Едва увидев эту историю, в которой Кёя в ночном городе неожиданно встречает Кавасэгаву и даже оказывается трудоустроен ею (и не в какую-нибудь третьесортную компанию, а в один из признанных лидеров всей индустрии — в тот самый SucceedSoft, творчеством которого он искренне восхищался с беспомощною завистью), я вздрогнул, потому что в первоисточнике не было ничего даже отдалённо подобного.
(На всякий случай заглянул на полувоскресший Mangadex, полистал мангу: может быть, экранизация следует сюжету не из первоисточника, а из манги? — однако и в манге ничего такого.)

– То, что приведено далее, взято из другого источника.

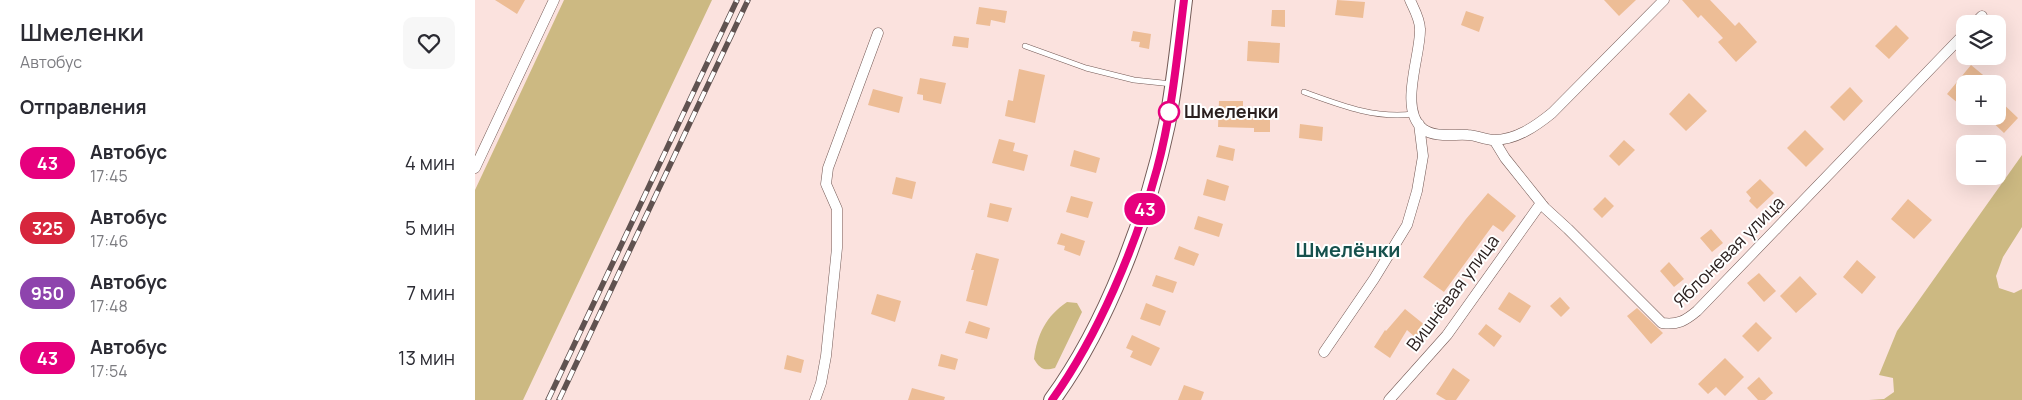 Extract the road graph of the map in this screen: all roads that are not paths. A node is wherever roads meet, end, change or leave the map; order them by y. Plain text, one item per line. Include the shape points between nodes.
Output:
1 (554, 0) edge
2 (1184, 0) edge
3 (1410, 0) edge
4 (1664, 0) edge
5 (878, 33) dead end
6 (1956, 42) edge
7 (1025, 46) dead end
8 (1173, 84) junction
9 (1305, 92) dead end
10 (1414, 113) junction
11 (1419, 124) junction
12 (1494, 140) junction
13 (475, 168) edge
14 (1541, 203) junction
15 (1324, 352) dead end
16 (815, 400) edge
17 (1052, 400) edge
18 (1389, 400) edge

1 - 13 street
2 - 8 main road
3 - 10 street via 1420,28 1412,82
4 - 12 street via 1534,127 1515,136
5 - 16 street via 828,168 826,184 837,209 837,248 826,356
6 - 14 street, Яблоневая улица via 1686,321 1662,323
7 - 8 lane via 1096,71 1134,80
8 - 17 main road via 1157,168 1141,221 1096,325
9 - 10 lane via 1373,114
10 - 11 street
11 - 12 street via 1434,133
11 - 15 street via 1423,156 1407,225
12 - 14 street, Яблоневая улица
14 - 18 street, Вишнёвая улица via 1447,335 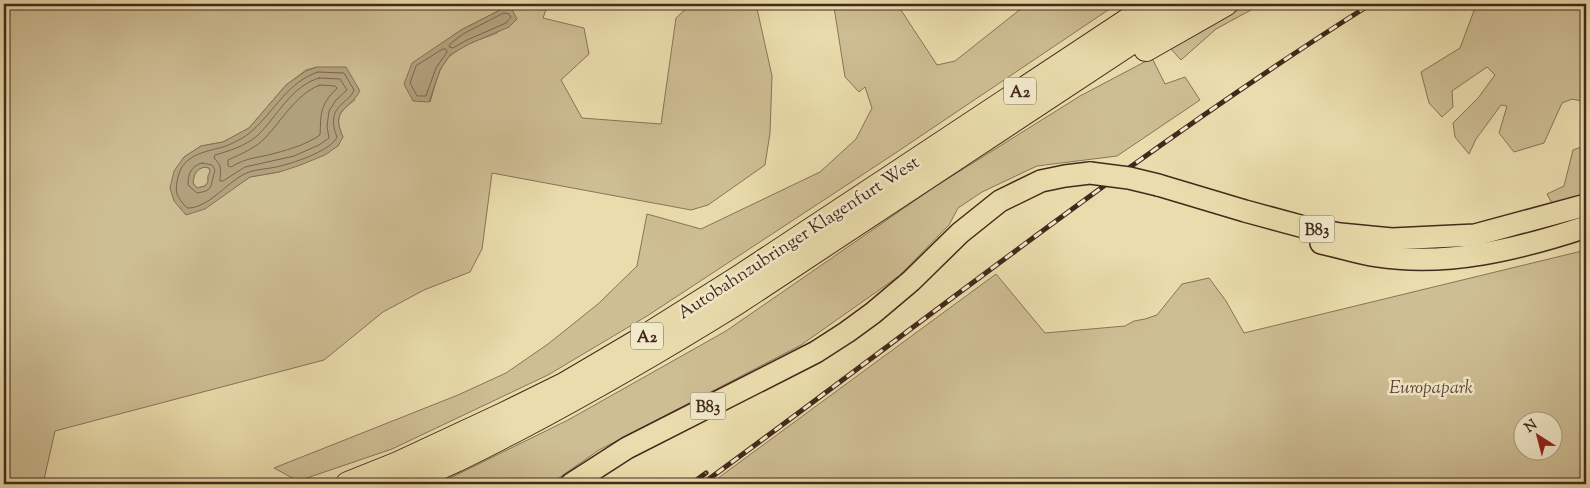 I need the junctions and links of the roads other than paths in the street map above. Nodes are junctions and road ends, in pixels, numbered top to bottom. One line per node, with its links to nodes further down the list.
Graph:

Эта сюжетная отсебятина выглядит довольно странно: понятно, что сценарист теряет и проигрывает этим ходом, но не вижу, чего выигрывает.

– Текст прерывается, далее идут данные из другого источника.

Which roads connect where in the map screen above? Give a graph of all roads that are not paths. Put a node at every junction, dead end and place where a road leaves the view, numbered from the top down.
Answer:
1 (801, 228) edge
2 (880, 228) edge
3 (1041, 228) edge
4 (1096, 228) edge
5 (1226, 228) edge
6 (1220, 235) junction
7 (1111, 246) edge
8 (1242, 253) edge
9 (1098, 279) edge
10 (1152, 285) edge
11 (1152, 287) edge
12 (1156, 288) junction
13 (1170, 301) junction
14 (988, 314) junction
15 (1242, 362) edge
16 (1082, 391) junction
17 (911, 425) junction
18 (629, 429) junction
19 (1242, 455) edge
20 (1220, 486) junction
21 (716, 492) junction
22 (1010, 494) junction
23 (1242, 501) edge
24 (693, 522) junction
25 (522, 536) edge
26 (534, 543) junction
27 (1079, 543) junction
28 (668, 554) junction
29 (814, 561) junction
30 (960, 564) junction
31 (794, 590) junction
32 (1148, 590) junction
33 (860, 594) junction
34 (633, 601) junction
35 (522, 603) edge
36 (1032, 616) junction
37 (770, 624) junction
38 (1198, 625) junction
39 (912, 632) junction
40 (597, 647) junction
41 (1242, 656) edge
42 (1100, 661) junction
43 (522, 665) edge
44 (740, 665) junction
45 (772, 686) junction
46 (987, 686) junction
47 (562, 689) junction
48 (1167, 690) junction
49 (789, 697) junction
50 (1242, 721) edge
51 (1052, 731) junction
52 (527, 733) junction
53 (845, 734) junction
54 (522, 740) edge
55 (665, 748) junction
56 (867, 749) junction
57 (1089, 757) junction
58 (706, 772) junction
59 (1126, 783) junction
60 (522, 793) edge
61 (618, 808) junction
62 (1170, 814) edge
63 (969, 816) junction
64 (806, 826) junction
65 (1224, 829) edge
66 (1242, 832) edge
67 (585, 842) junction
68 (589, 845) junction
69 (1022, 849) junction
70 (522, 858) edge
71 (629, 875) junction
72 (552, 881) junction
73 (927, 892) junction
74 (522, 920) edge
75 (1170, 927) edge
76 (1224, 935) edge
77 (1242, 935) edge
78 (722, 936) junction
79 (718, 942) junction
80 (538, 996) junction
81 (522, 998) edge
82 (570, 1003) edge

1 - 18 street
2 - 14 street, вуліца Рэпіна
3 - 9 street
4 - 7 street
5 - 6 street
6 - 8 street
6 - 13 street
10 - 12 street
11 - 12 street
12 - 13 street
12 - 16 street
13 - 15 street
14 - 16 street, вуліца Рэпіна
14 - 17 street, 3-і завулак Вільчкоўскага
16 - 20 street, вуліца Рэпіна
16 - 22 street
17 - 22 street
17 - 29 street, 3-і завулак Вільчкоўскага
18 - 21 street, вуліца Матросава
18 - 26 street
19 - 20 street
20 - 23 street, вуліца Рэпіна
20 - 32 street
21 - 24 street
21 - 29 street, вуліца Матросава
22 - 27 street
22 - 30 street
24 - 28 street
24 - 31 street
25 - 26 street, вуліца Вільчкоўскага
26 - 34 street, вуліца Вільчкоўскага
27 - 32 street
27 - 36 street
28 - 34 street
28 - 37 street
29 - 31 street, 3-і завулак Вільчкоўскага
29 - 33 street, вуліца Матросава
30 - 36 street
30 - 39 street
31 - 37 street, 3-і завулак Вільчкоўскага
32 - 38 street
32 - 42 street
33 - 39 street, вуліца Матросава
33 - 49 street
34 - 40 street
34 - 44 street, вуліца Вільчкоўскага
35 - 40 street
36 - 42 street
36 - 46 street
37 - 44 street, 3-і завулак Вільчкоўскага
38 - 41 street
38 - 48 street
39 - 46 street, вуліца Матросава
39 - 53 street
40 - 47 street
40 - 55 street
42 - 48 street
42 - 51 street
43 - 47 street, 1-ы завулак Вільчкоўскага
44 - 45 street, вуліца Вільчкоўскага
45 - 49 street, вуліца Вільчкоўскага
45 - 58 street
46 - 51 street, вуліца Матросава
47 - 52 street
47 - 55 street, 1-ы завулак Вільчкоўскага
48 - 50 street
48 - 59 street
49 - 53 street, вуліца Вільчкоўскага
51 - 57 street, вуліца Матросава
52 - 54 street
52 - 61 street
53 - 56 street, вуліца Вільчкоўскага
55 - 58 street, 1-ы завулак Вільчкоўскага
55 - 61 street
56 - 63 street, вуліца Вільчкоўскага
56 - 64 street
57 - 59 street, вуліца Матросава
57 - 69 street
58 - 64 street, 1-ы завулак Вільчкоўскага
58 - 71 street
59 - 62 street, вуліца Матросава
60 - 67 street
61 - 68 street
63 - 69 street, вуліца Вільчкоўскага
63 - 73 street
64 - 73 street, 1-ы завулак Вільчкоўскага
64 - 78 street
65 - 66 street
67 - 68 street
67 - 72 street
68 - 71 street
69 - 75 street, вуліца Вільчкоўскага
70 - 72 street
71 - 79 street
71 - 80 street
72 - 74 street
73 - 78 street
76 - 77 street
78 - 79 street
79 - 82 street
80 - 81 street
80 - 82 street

Потеряна возможность выстраивать образ Кавасэгавы с нуля (как особы, впервые встреченной в прошлом).
Что ещё важнее, резко снижен градус трагичности жизненной неудачи: если в первоисточнике Кёя только то и делал всю жизнь, что перетруждался и выгорал на хреновой работе, причём в конечном итоге всё было зря и кончилось крахом проекта и компании, и даже прыжок в прошлое выглядел как произошедший не просто по сильному желанию, а с жирным намёком на вероятность того, что работника догнали переработки и на домашнем вынужденном отдыхе удар его хватил (так что это такое перерождение после смерти, а не просто прыжок во времени), то тут произошедшее чудо сильно обесценивается: сперва зрителя ткнули носом в демонстрацию того, что можно не только в прошлом, но и в зрелом возрасте всё переменить в жизни и успешно получить работу мечты — если же с этой работою только то не так, что не всё гладко и надолго, то чудесное второе студенчество начинает выглядеть, извините уж за сравнение, как «Горячий камень» Аркадия Гайдара.

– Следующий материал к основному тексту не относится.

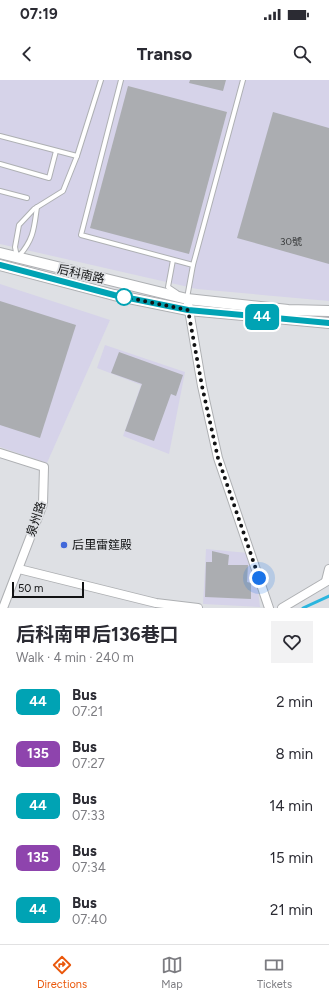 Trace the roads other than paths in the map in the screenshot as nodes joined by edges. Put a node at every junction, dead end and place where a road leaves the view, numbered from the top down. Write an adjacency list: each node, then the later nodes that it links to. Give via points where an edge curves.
1 (101, 80): 6 (lane)
2 (121, 80): 13 (lane, via 81,235)
3 (243, 80): 15 (lane)
4 (0, 136): 5 (lane)
5 (56, 151): 6 (lane); 7 (lane, via 49,178)
6 (77, 156): 10 (lane, via 63,190)
7 (0, 164)
8 (0, 192): 9 (lane)
9 (27, 198)
10 (37, 207): 12 (lane, via 34,231 29,245); 12 (lane, via 19,225 15,247)
11 (0, 253): 12 (street, 后科南路)
12 (17, 258): 16 (street); 17 (street, 后科南路)
13 (173, 260): 15 (lane); 17 (lane, via 168,287)
14 (0, 265): 16 (street, 后科南路)
15 (193, 265): 17 (lane)
16 (14, 270): 18 (street, 后科南路)
17 (187, 299): 18 (street); 19 (street, 后科南路)
18 (188, 310): 20 (street, 后科南路); 27 (street, via 218,458)
19 (329, 312)
20 (329, 323)
21 (0, 453): 23 (street, 泉州路, via 44,467 43,504)
22 (329, 568): 24 (street)
23 (18, 570): 25 (street, 泉州路); 26 (street, via 156,603)
24 (328, 581): 28 (street)
25 (3, 608)
26 (198, 608)
27 (269, 608)
28 (282, 608) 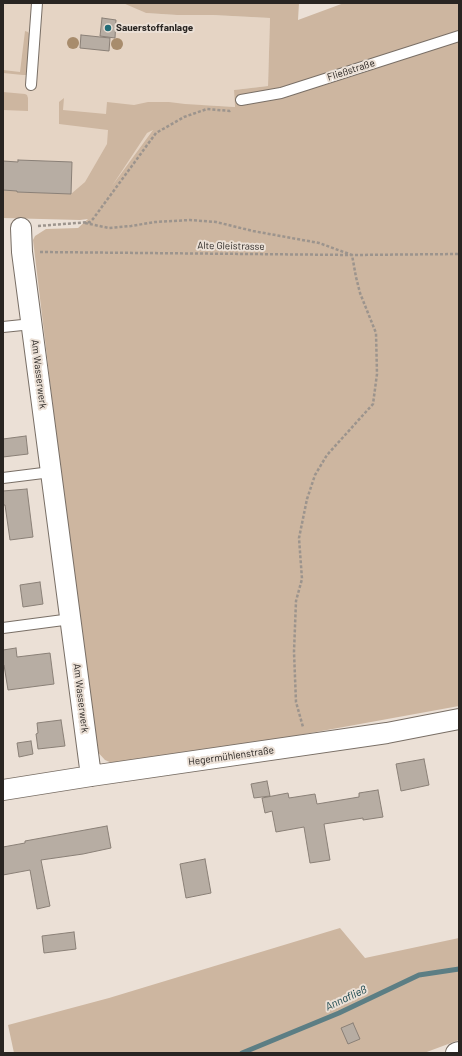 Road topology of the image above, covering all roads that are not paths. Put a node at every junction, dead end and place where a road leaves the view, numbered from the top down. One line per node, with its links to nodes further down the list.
1 (37, 3): 3 (lane)
2 (459, 36): 4 (lane, Fließstraße)
3 (31, 85)
4 (241, 100)
5 (21, 228): 6 (street, Am Wasserwerk)
6 (32, 324): 7 (lane); 8 (street, Am Wasserwerk)
7 (3, 327)
8 (51, 472): 9 (lane); 10 (street, Am Wasserwerk)
9 (3, 478)
10 (71, 619): 11 (lane); 13 (street, Am Wasserwerk)
11 (3, 628)
12 (459, 719): 13 (street, Hegermühlenstraße)
13 (91, 776): 14 (street, Hegermühlenstraße)
14 (3, 790)
15 (459, 1052): 16 (street)
16 (456, 1053)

Или вот ещё сравнения: Хащиба Кёя, поработавший в SucceedSoft, и только затем угодивший в своё прошлое — это как если бы Курата Цубаса исэкайнулся на пешеходном переходе только после того, как получил изрядный опыт плодотворной работы над тайным проектом японского правительства по созданию ОБЧР для нужд армии. Или как если бы горный обвал в железнодорожном тоннеле оборвал жизнь заслуженно уважаемого хирурга-трансплантолога с мировым именем Отонащи Юзуру. Или как если бы лаборатория ReLIFE занималась не психологической реабилитацией безработных фритеров и хикки, а организовывала бы одногодовой семейный отпуск со сменой внешности для наиболее высокооплачиваемых и профессионально успешных топ-менеджеров и селебритиз, утомлённых вниманием папарацци. Или как если бы аббат Фариа, благодаря счастливому случаю избежавший политического ареста, дал Господу Богу твёрдый зарок подкупить стражу и избавить ещё одного узника от пожизненного заключения, и то оказался Эдмон Дантес, со временем унаследовавший и сокровища.
Было: «персонаж с беспросветным прошлым, закончившимся на пороге окончательной жизненной неудачи». Стало: «безусловный жизненный успех, просто не всё гладко». Никакого надрыва чувств, никакой трагедии.
Повторюсь: понятно, что сценарист теряет и проигрывает этим ходом, но не вижу, чего выигрывает.
Может ли кто-нибудь видеть это и пояснить?
(Знаю, что на Ычане не принято и даже ненавистно, когда так много букв. Просто воспламенился, прошу извинить.)